From stefano.belforte@ts.infn.it Wed Mar 20 13:47:49 2002
Date: Mon, 11 Mar 2002 23:11:56 +0100
From: Stefano Belforte <stefano.belforte@ts.infn.it>
To: Jesus Marco <marco@ifca.unican.es>,
     Francesco Prelz <Francesco.Prelz@mi.infn.it>,
     "Todd Huffman (CDF/ATLAS)" <t.huffman1@physics.ox.ac.uk>,
     Lamberto Luminari <lamberto.luminari@roma1.infn.it>,
     r.stdenis@physics.gla.ac.uk, David Waters <dwaters@hep.ucl.ac.uk>,
     Franco.Semeria@bo.infn.it, roberto.carosi@pi.infn.it, mazzanti@bo.infn.it,
     giovanni.busetto@pd.infn.it, Ivan Vila <vila@fnal.gov>,
     Alberto Ruiz <ruiz@ifca.unican.es>, rodrigo <rodrigo@ifca.unican.es>,
     rmarco@ifca.unican.es,
     Thomas Mueller <mullerth@ekp.physik.uni-karlsruhe.de>,
     Holger Marten <holger.marten@hik.fzk.de>,
     Guenter Quast <quast@ekp.physik.uni-karlsruhe.de>,
     Patrick Schemitz <schemitz@ekp.physik.uni-karlsruhe.de>,
     Flavia Donno <Flavia.Donno@pi.infn.it>,
     Igor Sfiligoi <Igor.Sfiligoi@lnf.infn.it>,
     Antonio Sidoti tel. +39+0461 88 1525 <sidoti@science.unitn.it>
Subject: dinner with Prelz

a few words about what I would like to talk about
with Francesco Prelz tomorrow at dinner.
I announced a background info document, but am scaling
down ambitions.

The question is which d-grid tool we can use on which
time scale to integrate our computing centers. Starting
with FNAL of course.

CDF is setting up a farm based batch analysis facility
at FNAL, called Central Analysis Facility (or CAF)
the plan started as "submit from everywhere".
Where everywhere means any LInux box in the world that
have CDF code installed.
Already practical considerations are downscoping it to
"log on some central Linux machine at FNAL and submit from
there". Part of the problem is that the present user
interface to submit job is not "extremely portable", part
that kerberos authentication is needed and the fnal specific
kerberos installation has to be there.
A bit of details are in
http://listserv.fnal.gov/scripts/wa.exe?A2=ind0202d&L=cdf_caf&D=0&O=A&P=7359
Note that local kerberos5 installation is not required
to log into fnal computers interactively as people can use
the cryptocard for that, and several people prefer that to
install kerberos.

I think this means that the new CDF CAF will not authomatically
provide tools for remote access to it, nor tools that can be
cloned for remote access across non-fnal sites (D-I-E-GB namely)

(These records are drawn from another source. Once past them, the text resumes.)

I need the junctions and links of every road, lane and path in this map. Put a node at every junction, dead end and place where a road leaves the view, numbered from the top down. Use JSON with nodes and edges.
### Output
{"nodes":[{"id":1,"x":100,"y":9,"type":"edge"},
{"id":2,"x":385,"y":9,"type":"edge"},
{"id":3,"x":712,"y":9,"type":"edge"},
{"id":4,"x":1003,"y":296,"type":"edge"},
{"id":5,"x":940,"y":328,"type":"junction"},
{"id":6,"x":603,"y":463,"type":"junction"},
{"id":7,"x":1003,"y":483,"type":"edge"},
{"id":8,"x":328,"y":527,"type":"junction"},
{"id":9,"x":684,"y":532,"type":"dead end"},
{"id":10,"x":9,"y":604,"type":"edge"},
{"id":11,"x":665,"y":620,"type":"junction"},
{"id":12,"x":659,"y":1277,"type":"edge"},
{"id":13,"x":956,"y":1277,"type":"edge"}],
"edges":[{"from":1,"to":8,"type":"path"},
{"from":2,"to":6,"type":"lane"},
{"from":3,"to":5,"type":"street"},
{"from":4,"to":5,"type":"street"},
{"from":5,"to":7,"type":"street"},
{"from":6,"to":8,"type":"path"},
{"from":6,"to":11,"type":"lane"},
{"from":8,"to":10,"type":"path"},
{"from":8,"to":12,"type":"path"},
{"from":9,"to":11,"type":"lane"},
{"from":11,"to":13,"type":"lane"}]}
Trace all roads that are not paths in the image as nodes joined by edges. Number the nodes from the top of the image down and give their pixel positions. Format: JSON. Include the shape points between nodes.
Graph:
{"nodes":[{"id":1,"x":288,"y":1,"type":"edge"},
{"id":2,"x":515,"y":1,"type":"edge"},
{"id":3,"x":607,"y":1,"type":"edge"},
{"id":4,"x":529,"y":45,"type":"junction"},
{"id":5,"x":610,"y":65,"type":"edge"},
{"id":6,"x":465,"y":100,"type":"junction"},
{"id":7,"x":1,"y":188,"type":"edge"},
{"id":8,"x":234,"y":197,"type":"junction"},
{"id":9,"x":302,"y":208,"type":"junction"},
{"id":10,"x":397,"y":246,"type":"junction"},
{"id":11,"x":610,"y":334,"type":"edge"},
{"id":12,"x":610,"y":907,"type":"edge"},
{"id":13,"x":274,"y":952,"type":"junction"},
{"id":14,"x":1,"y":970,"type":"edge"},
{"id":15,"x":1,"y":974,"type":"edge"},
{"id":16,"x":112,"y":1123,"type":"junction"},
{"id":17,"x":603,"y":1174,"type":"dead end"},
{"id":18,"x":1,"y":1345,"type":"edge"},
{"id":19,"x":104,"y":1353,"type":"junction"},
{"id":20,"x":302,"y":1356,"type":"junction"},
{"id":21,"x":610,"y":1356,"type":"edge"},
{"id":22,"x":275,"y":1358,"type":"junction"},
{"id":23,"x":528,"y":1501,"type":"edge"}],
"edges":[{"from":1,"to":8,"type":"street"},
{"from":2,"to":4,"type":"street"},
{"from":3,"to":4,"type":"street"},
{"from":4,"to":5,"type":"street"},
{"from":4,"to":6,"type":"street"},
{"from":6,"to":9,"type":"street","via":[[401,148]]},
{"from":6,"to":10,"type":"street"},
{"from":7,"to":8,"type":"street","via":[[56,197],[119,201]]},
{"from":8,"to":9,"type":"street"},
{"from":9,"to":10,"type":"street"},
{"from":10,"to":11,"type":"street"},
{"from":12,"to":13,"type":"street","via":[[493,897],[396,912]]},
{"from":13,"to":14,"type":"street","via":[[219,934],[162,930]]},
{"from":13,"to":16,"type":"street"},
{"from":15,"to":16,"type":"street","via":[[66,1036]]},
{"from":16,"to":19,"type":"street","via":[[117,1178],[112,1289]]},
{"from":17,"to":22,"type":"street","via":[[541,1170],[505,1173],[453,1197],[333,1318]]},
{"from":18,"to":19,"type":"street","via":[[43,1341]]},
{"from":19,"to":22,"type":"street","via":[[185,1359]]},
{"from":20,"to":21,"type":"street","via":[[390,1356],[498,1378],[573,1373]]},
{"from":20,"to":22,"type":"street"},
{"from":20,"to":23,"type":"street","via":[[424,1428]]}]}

The interest for "remote access to the CAF" is driven by
the expected proliferation of CAFs (a bit of an oxymoron !):
there will be big computing facilities for CDF in our countries,
as in Korea and maybe elsewhere, there is also the possibility
of many small university owned CAFs, likely somewhere at
Fermilab, or at home. Some universities have expressed interest
in pooling thier local resources, some have indicated desire to
install significant hardware at FNAL and is currently being debated
wether it will be a separate facility (e.g. in the CDF building)
or part of the "central CAF" at Fnal Computing Center.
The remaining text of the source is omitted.